Linhas de apoio e recursos em Portugal
Para situações que não constituam uma emergência imediata, mas em que o apoio especializado é necessário, existem em Portugal várias linhas telefónicas gratuitas e confidenciais:
- 1411 — Linha Nacional de Prevenção do Suicídio e Apoio Psicológico: lançada em setembro de 2025 pelo Ministério da Saúde, funciona 24 horas por dia, todos os dias da semana, e é assegurada por psicólogos com formação específica em suicidologia e por enfermeiros especializados em saúde mental e psiquiatria;
- SNS 24 — 808 24 24 24 (opção 4): serviço de aconselhamento psicológico disponível 24 horas por dia, assegurado por psicólogos clínicos, com resposta orientada para a intervenção em contexto de crise;
- SOS Voz Amiga: linha de apoio emocional anónima e confidencial, disponível diariamente entre as 15h30 e as 00h30, através dos números 213 544 545, 912 802 669 e 963 524 660;
- Serviço de urgência do hospital da área de residência, para acompanhamento presencial em situações de crise aguda.
Estas linhas funcionam em coordenação entre si, formando uma rede de resposta que vai desde o apoio emocional imediato até ao encaminhamento para cuidados especializados.
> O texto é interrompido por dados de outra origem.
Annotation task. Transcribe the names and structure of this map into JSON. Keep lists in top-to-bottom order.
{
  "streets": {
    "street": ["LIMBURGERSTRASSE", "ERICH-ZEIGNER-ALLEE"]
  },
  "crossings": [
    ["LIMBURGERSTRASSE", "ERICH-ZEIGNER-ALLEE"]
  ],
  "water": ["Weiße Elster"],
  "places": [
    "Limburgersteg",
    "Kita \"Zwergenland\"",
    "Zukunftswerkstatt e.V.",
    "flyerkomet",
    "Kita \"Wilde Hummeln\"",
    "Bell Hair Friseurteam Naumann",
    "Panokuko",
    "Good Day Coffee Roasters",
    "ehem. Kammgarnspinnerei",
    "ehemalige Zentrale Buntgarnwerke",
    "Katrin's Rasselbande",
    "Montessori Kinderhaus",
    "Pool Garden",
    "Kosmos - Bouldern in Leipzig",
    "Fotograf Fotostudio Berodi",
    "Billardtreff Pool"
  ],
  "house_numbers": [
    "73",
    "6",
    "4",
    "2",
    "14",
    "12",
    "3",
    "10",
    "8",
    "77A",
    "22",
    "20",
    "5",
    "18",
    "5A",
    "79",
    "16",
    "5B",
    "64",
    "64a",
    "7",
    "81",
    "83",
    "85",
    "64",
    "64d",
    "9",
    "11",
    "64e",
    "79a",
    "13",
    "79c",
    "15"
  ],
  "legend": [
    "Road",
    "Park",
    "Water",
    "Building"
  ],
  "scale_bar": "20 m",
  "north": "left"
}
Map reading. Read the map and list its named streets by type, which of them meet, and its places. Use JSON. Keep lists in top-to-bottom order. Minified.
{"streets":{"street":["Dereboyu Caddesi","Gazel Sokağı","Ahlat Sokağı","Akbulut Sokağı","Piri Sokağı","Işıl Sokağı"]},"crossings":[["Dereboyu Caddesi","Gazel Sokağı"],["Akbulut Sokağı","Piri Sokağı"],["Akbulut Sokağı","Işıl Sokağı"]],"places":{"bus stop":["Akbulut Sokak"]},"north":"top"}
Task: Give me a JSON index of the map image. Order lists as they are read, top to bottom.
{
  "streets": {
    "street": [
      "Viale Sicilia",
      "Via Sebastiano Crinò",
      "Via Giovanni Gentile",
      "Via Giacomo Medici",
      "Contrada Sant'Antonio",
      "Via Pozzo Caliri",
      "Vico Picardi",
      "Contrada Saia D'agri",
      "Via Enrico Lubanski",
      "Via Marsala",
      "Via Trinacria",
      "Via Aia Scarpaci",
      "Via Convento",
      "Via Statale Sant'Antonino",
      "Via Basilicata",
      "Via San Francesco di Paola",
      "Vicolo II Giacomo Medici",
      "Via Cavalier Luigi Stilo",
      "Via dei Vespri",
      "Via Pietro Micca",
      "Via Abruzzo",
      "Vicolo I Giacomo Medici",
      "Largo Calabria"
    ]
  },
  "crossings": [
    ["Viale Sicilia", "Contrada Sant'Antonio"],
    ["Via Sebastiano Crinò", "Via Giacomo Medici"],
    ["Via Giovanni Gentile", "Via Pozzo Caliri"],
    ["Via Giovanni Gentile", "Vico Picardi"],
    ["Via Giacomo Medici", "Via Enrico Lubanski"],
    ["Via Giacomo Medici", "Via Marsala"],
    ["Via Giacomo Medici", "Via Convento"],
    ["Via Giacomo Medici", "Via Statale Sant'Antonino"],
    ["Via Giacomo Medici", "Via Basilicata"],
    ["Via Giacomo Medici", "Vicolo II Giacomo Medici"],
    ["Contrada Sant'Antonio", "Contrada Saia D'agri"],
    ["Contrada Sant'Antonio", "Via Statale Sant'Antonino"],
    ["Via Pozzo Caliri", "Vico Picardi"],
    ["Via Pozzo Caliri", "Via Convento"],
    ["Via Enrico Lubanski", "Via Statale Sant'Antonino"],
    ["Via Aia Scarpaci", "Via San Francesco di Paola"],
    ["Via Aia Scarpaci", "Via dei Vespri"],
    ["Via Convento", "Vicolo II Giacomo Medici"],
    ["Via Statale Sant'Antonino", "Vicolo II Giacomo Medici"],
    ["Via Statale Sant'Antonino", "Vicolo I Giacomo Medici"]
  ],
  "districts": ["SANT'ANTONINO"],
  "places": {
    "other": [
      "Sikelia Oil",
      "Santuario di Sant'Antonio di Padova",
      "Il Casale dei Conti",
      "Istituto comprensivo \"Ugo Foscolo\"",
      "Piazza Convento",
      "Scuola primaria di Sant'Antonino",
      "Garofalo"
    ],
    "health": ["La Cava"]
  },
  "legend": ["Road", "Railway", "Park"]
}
Como cuidar de si próprio enquanto ajuda
Apoiar alguém com pensamentos suicidas pode ser emocionalmente exigente e prolongado no tempo. É importante que quem presta esse apoio também procure suporte — seja através de um profissional de saúde mental, de familiares e amigos, ou das mesmas linhas de apoio, que também atendem quem está preocupado com outra pessoa. Assumir sozinho toda a responsabilidade pela segurança de alguém aumenta o risco de exaustão e não substitui o acompanhamento profissional adequado.
Perguntas frequentes
Perguntar diretamente sobre suicídio pode incentivar a pessoa a fazê-lo?
Não. As orientações dos serviços de saúde em Portugal indicam que perguntar de forma direta e sem julgamento não aumenta o risco de suicídio; pelo contrário, costuma aliviar a pessoa por sentir que pode falar abertamente sobre o que sente.
Qual é o número da linha nacional de prevenção do suicídio em Portugal?
É o 1411, a Linha Nacional de Prevenção do Suicídio e Apoio Psicológico, disponível 24 horas por dia, todos os dias, com atendimento por psicólogos e enfermeiros especializados em saúde mental.
O que fazer se a situação parecer uma emergência imediata?
Deve contactar de imediato o 112. Em caso de dúvida sobre risco de vida, é preferível acionar a emergência médica do que esperar por mais sinais.
Devo prometer guardar segredo se alguém me falar dos seus pensamentos suicidas?
Não é aconselhável prometer sigilo absoluto quando existe risco real. Envolver outras pessoas de confiança ou profissionais de saúde pode ser decisivo para a segurança da pessoa.
Como posso ajudar sem ser profissional de saúde mental?
Ouvindo sem julgar, mantendo-se presente, ajudando a afastar meios potencialmente perigosos e incentivando e acompanhando o contacto com linhas de apoio como o 1411 ou o SNS 24.